Doesn't this mean that C++ programs compiled in release mode behave as if all pointers are marked with __restrict?

discuss

order

murderfs|5 years ago

restrict and strict aliasing have to do with the same general concept, but aren't the same. They both have to do with allowing the compiler to optimize around assuming that writes to one pointer won't be visible while reading from another. As a concrete example, can the following branches be merged?

  void foo(/*restrict*/ bool* x, int* y) {
    if (*x) {
      printf("foo\n");
      *y = 0;
    }
    if (*x) {
      printf("bar\n");
    }
  }
Enabling strict aliasing is effectively an assertion that pointers of incompatible types will never point to the same data, so a write to y will never touch *x. restrict is an assertion to the compiler on that specific pointer that no other pointer aliases to it.

walki|5 years ago

OK thanks, indeed Clang is able to generate better assembly using __restrict__. And -O3 generates the same assembly as -O3 -fstrict-aliasing (which is not as good as __restrict__).

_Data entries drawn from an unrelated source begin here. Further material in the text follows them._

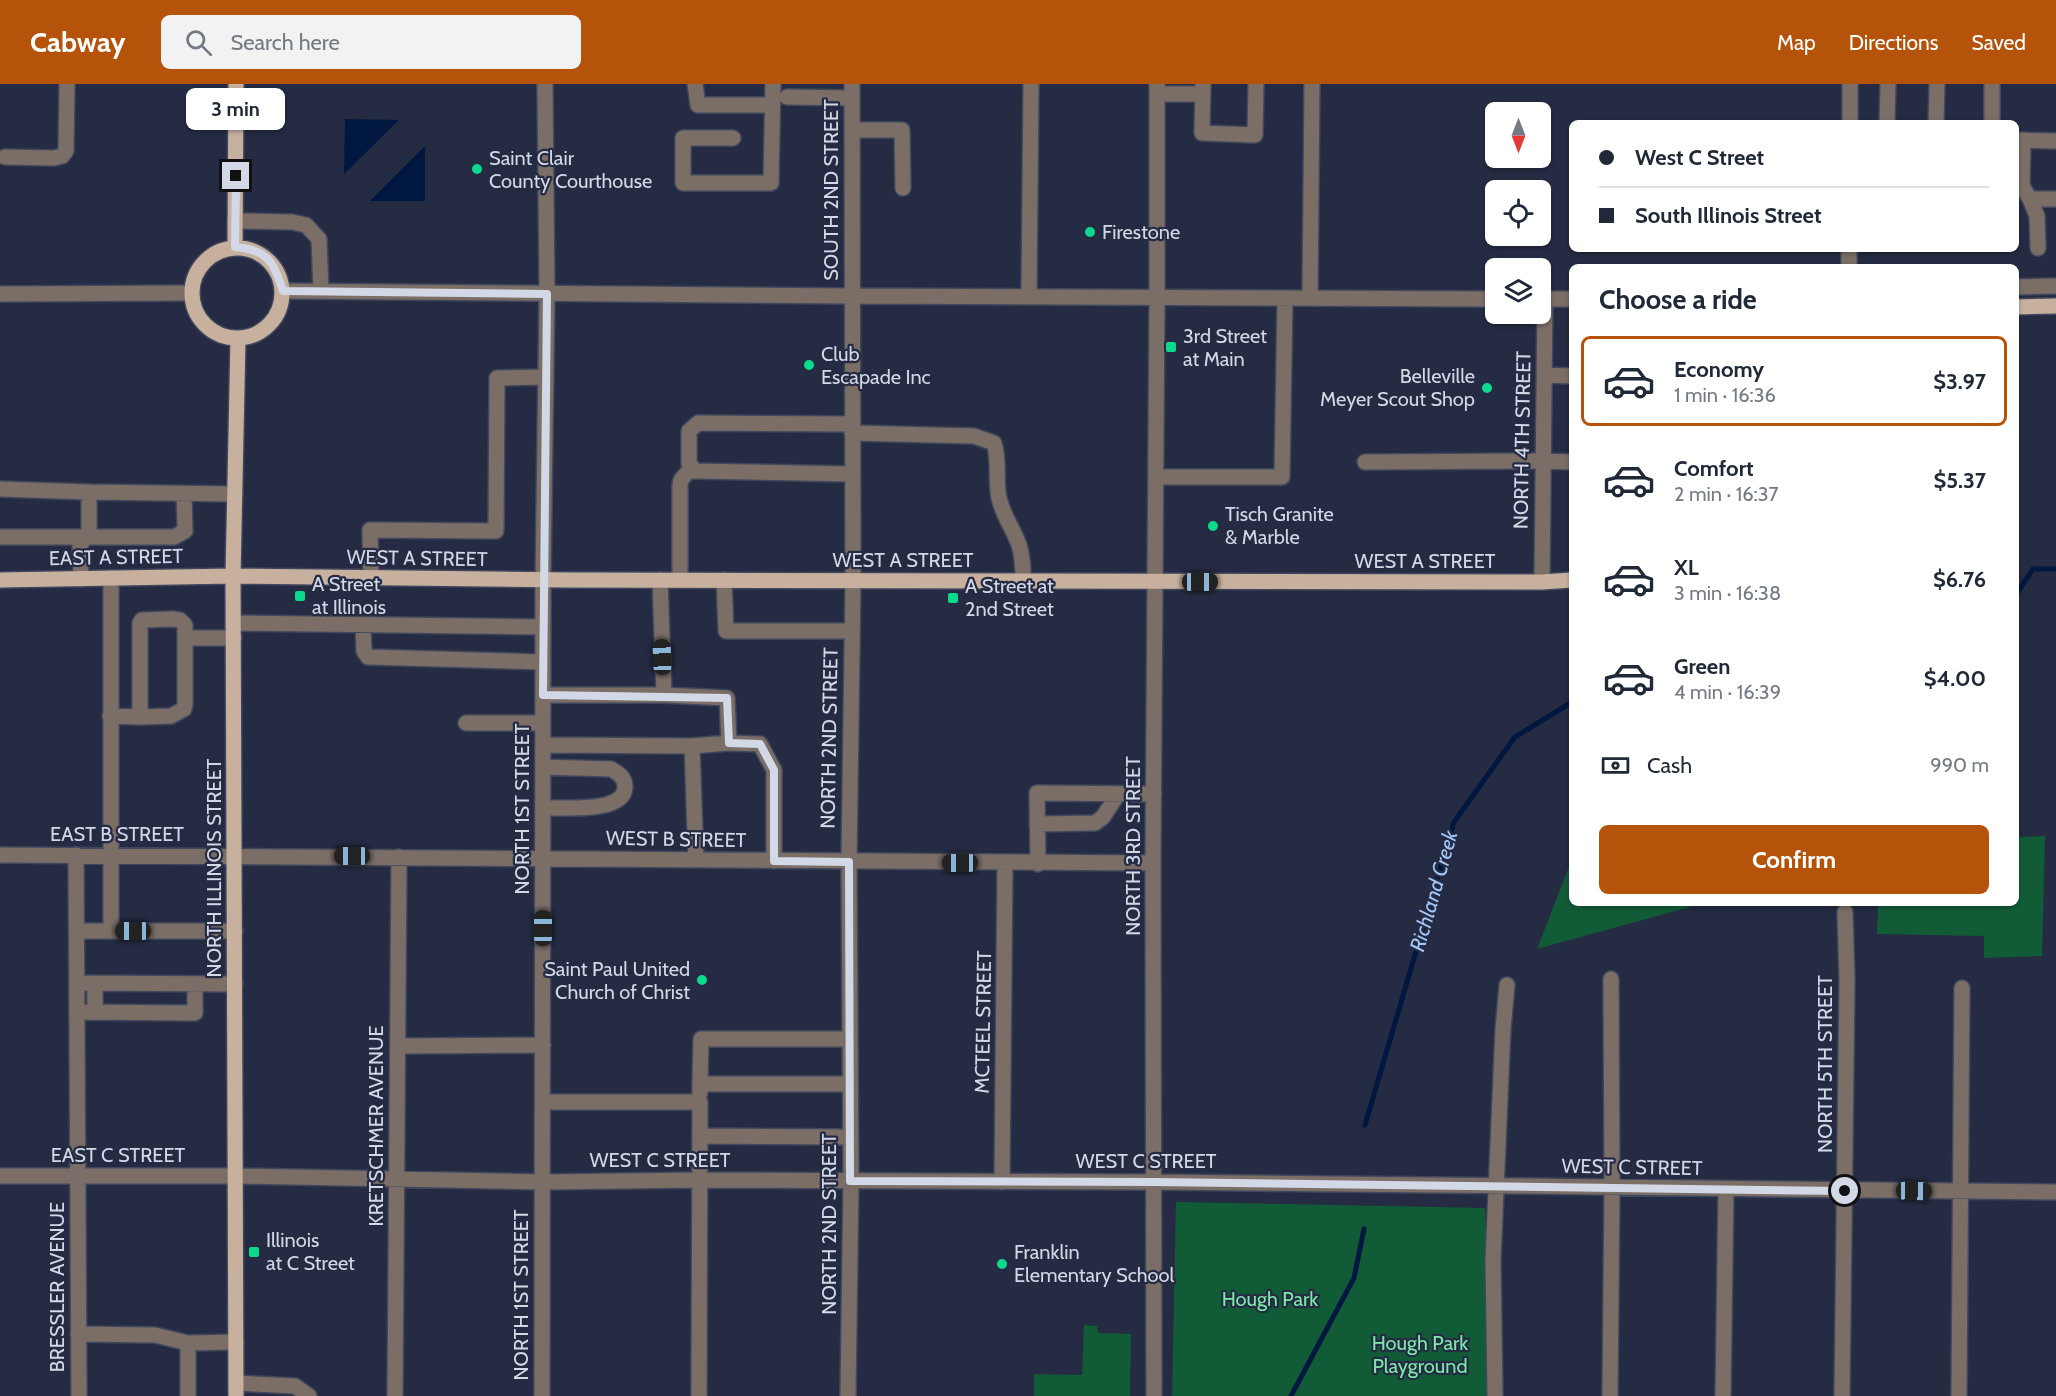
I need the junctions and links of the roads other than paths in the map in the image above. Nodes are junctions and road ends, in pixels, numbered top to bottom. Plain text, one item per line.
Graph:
1 (68, 84) edge
2 (236, 84) edge
3 (545, 84) edge
4 (695, 84) edge
5 (772, 84) edge
6 (1031, 84) edge
7 (1256, 84) edge
8 (1312, 84) edge
9 (1850, 84) edge
10 (1888, 84) edge
11 (1937, 84) edge
12 (1992, 84) edge
13 (1157, 89) edge
14 (1203, 89) edge
15 (852, 91) edge
16 (787, 97) dead end
17 (772, 105) junction
18 (1850, 120) edge
19 (1887, 120) edge
20 (1936, 120) edge
21 (1992, 120) edge
22 (852, 130) junction
23 (733, 138) dead end
24 (2019, 140) edge
25 (2056, 141) edge
26 (5, 157) dead end
27 (903, 188) dead end
28 (2031, 199) junction
29 (2056, 199) edge
30 (235, 221) junction
31 (235, 247) junction
32 (2038, 248) dead end
33 (2056, 286) edge
34 (2019, 287) edge
35 (283, 291) junction
36 (321, 291) junction
37 (191, 293) junction
38 (0, 294) edge
39 (547, 294) junction
40 (852, 296) junction
41 (1029, 296) junction
42 (1157, 297) junction
43 (1284, 298) junction
44 (1310, 298) junction
45 (1485, 298) edge
46 (1551, 299) edge
47 (1569, 299) edge
48 (2056, 306) edge
49 (2019, 307) edge
50 (1543, 324) edge
51 (238, 339) junction
52 (1544, 375) junction
53 (1569, 376) edge
54 (545, 377) junction
55 (852, 428) junction
56 (1542, 461) junction
57 (1365, 462) dead end
58 (1569, 462) edge
59 (691, 468) junction
60 (852, 474) junction
61 (1155, 477) junction
62 (0, 489) edge
63 (89, 492) junction
64 (184, 494) junction
65 (235, 494) junction
66 (0, 537) edge
67 (88, 537) junction
68 (233, 576) junction
69 (111, 578) junction
70 (371, 578) junction
71 (81, 579) junction
72 (0, 580) edge
73 (543, 580) junction
74 (660, 580) junction
75 (680, 580) junction
76 (724, 580) junction
77 (1569, 580) edge
78 (853, 581) junction
79 (1023, 581) junction
80 (1154, 582) junction
81 (1542, 582) junction
82 (363, 625) junction
83 (543, 627) junction
84 (233, 631) junction
85 (852, 631) junction
86 (186, 638) junction
87 (543, 662) junction
88 (543, 695) junction
89 (664, 695) junction
90 (110, 716) junction
91 (140, 717) junction
92 (466, 723) dead end
93 (543, 723) junction
94 (729, 743) junction
95 (543, 745) junction
96 (692, 746) junction
97 (543, 766) junction
98 (1118, 794) junction
99 (1154, 794) junction
100 (543, 808) junction
101 (1037, 824) junction
102 (0, 855) edge
103 (76, 855) junction
104 (111, 855) junction
105 (234, 856) junction
106 (399, 857) junction
107 (543, 858) junction
108 (696, 860) junction
109 (774, 861) junction
110 (849, 862) junction
111 (1154, 863) junction
112 (1005, 864) junction
113 (1038, 864) junction
114 (1845, 912) dead end
115 (77, 931) junction
116 (111, 931) junction
117 (235, 931) junction
118 (1611, 979) dead end
119 (77, 983) junction
120 (95, 983) junction
121 (195, 984) junction
122 (235, 984) junction
123 (1507, 985) dead end
124 (1962, 988) dead end
125 (77, 1012) junction
126 (95, 1012) junction
127 (850, 1039) junction
128 (543, 1045) junction
129 (398, 1046) junction
130 (700, 1084) junction
131 (850, 1084) junction
132 (543, 1102) junction
133 (700, 1102) junction
134 (700, 1136) junction
135 (850, 1137) junction
136 (0, 1176) edge
137 (236, 1176) junction
138 (78, 1177) junction
139 (396, 1179) junction
140 (700, 1180) junction
141 (850, 1181) junction
142 (543, 1182) junction
143 (1002, 1182) junction
144 (1154, 1182) junction
145 (1497, 1186) junction
146 (1612, 1188) junction
147 (1726, 1189) junction
148 (1845, 1191) junction
149 (1961, 1192) junction
150 (2056, 1192) edge
151 (78, 1334) junction
152 (236, 1342) junction
153 (188, 1343) junction
154 (236, 1390) edge
155 (79, 1396) edge
156 (188, 1396) edge
157 (309, 1396) edge
158 (395, 1396) edge
159 (542, 1396) edge
160 (699, 1396) edge
161 (848, 1396) edge
162 (1154, 1396) edge
163 (1495, 1396) edge
164 (1610, 1396) edge
165 (1723, 1396) edge
166 (1842, 1396) edge
167 (1959, 1396) edge

1 - 26 street
2 - 30 main road
3 - 39 street, NORTH 1ST STREET
4 - 17 street
5 - 17 street
6 - 41 street
7 - 14 street
8 - 44 street
9 - 18 street
10 - 19 street
11 - 20 street
12 - 21 street
13 - 14 street
13 - 42 street, NORTH 3RD STREET
15 - 16 street
15 - 22 street, SOUTH 2ND STREET
17 - 23 street
22 - 27 street
22 - 40 street, SOUTH 2ND STREET
24 - 25 street
24 - 28 street
28 - 29 street
28 - 32 street
30 - 31 main road
30 - 36 street
31 - 35 main road
31 - 37 main road
33 - 34 street
35 - 36 street
35 - 51 main road
36 - 39 street
37 - 38 street
37 - 51 main road
39 - 40 street
39 - 54 street, NORTH 1ST STREET
40 - 41 street
40 - 55 street, NORTH 2ND STREET
41 - 42 street
42 - 43 street
42 - 61 street, NORTH 3RD STREET
43 - 44 street
43 - 61 street
44 - 45 street
46 - 47 street
48 - 49 main road
50 - 52 street, NORTH 4TH STREET
51 - 65 main road, NORTH ILLINOIS STREET
52 - 53 street
52 - 56 street, NORTH 4TH STREET
54 - 70 street
54 - 73 street, NORTH 1ST STREET
55 - 59 street
55 - 60 street, NORTH 2ND STREET
55 - 79 street
56 - 57 street
56 - 58 street
56 - 81 street, NORTH 4TH STREET
59 - 60 street
59 - 75 street
60 - 78 street, NORTH 2ND STREET
61 - 80 street, NORTH 3RD STREET
62 - 63 street
63 - 64 street
63 - 67 street
64 - 65 street
64 - 67 street
65 - 68 main road, NORTH ILLINOIS STREET
66 - 67 street
67 - 71 street
68 - 69 main road, EAST A STREET
68 - 70 main road, WEST A STREET
68 - 84 main road, NORTH ILLINOIS STREET
69 - 71 main road, EAST A STREET
69 - 90 street
70 - 73 main road, WEST A STREET
71 - 72 main road, EAST A STREET
73 - 74 main road, WEST A STREET
73 - 83 street, NORTH 1ST STREET
74 - 75 main road, WEST A STREET
74 - 89 street
75 - 76 main road, WEST A STREET
76 - 78 main road, WEST A STREET
76 - 85 street
77 - 81 main road, WEST A STREET
78 - 79 main road, WEST A STREET
78 - 85 street, NORTH 2ND STREET
79 - 80 main road, WEST A STREET
80 - 81 main road, WEST A STREET
80 - 99 street, NORTH 3RD STREET
82 - 83 street
82 - 84 street
82 - 87 street
83 - 87 street, NORTH 1ST STREET
84 - 86 street
84 - 105 main road, NORTH ILLINOIS STREET
85 - 110 street, NORTH 2ND STREET
86 - 91 street
86 - 91 street
87 - 88 street, NORTH 1ST STREET
88 - 89 street
88 - 93 street, NORTH 1ST STREET
89 - 94 street
90 - 91 street
90 - 104 street
92 - 93 street
93 - 95 street, NORTH 1ST STREET
94 - 96 street
94 - 109 street
95 - 96 street
95 - 97 street, NORTH 1ST STREET
96 - 108 street
97 - 100 street, NORTH 1ST STREET
97 - 100 street
98 - 99 street
98 - 101 street
98 - 101 street
99 - 111 street, NORTH 3RD STREET
100 - 107 street, NORTH 1ST STREET
101 - 113 street
102 - 103 street, EAST B STREET
103 - 104 street, EAST B STREET
103 - 115 street, BRESSLER AVENUE
104 - 105 street, EAST B STREET
104 - 116 street
105 - 106 street, WEST B STREET
105 - 117 main road, NORTH ILLINOIS STREET
106 - 107 street, WEST B STREET
106 - 129 street, KRETSCHMER AVENUE
107 - 108 street, WEST B STREET
107 - 128 street, NORTH 1ST STREET
108 - 109 street, WEST B STREET
109 - 110 street, WEST B STREET
110 - 112 street, WEST B STREET
110 - 127 street, NORTH 2ND STREET
111 - 113 street, WEST B STREET
111 - 144 street, NORTH 3RD STREET
112 - 113 street, WEST B STREET
112 - 143 street, MCTEEL STREET
114 - 148 street, NORTH 5TH STREET
115 - 116 street
115 - 119 street, BRESSLER AVENUE
116 - 117 street
117 - 122 main road, NORTH ILLINOIS STREET
118 - 146 street
119 - 120 street
119 - 125 street, BRESSLER AVENUE
120 - 121 street
120 - 126 street
121 - 122 street
121 - 126 street
122 - 137 main road, NORTH ILLINOIS STREET
123 - 145 street
124 - 149 street
125 - 126 street
125 - 138 street, BRESSLER AVENUE
127 - 130 street
127 - 131 street, NORTH 2ND STREET
128 - 129 street
128 - 132 street, NORTH 1ST STREET
129 - 139 street, KRETSCHMER AVENUE
130 - 131 street
130 - 133 street
131 - 135 street, NORTH 2ND STREET
132 - 133 street
132 - 142 street, NORTH 1ST STREET
133 - 134 street
134 - 135 street
134 - 140 street
135 - 141 street, NORTH 2ND STREET
136 - 138 street, EAST C STREET
137 - 138 street, EAST C STREET
137 - 139 street, WEST C STREET
137 - 152 main road, NORTH ILLINOIS STREET
138 - 151 street, BRESSLER AVENUE
139 - 142 street, WEST C STREET
139 - 158 street, KRETSCHMER AVENUE
140 - 141 street, WEST C STREET
140 - 142 street, WEST C STREET
140 - 160 street
141 - 143 street, WEST C STREET
141 - 161 street, NORTH 2ND STREET
142 - 159 street, NORTH 1ST STREET
143 - 144 street, WEST C STREET
144 - 145 street, WEST C STREET
144 - 162 street, NORTH 3RD STREET
145 - 146 street, WEST C STREET
145 - 163 street
146 - 147 street, WEST C STREET
146 - 164 street
147 - 148 street, WEST C STREET
147 - 165 street
148 - 149 street, WEST C STREET
148 - 166 street, NORTH 5TH STREET
149 - 150 street, WEST C STREET
149 - 167 street
151 - 153 street
151 - 155 street, BRESSLER AVENUE
152 - 153 street
152 - 154 main road, NORTH ILLINOIS STREET
153 - 156 street
154 - 157 street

I wish there was a C/C++ compiler flag for treating all pointers as __restrict__. However I guess that C/C++ standard libraries wouldn't work with this compiler option (and therefore this compiler option wouldn't be useful in practice).

jart|5 years ago

Not for char. Compiler always assumes non-restrict for char pointers and arrays, which is important to remember if you're ever operating on a RGB or YCbCr matrix or something.

bsder|5 years ago

Huh.

Does that also hold for a "uint8_t"--which is often just a renamed unsigned char rather than being a genuine type of its own?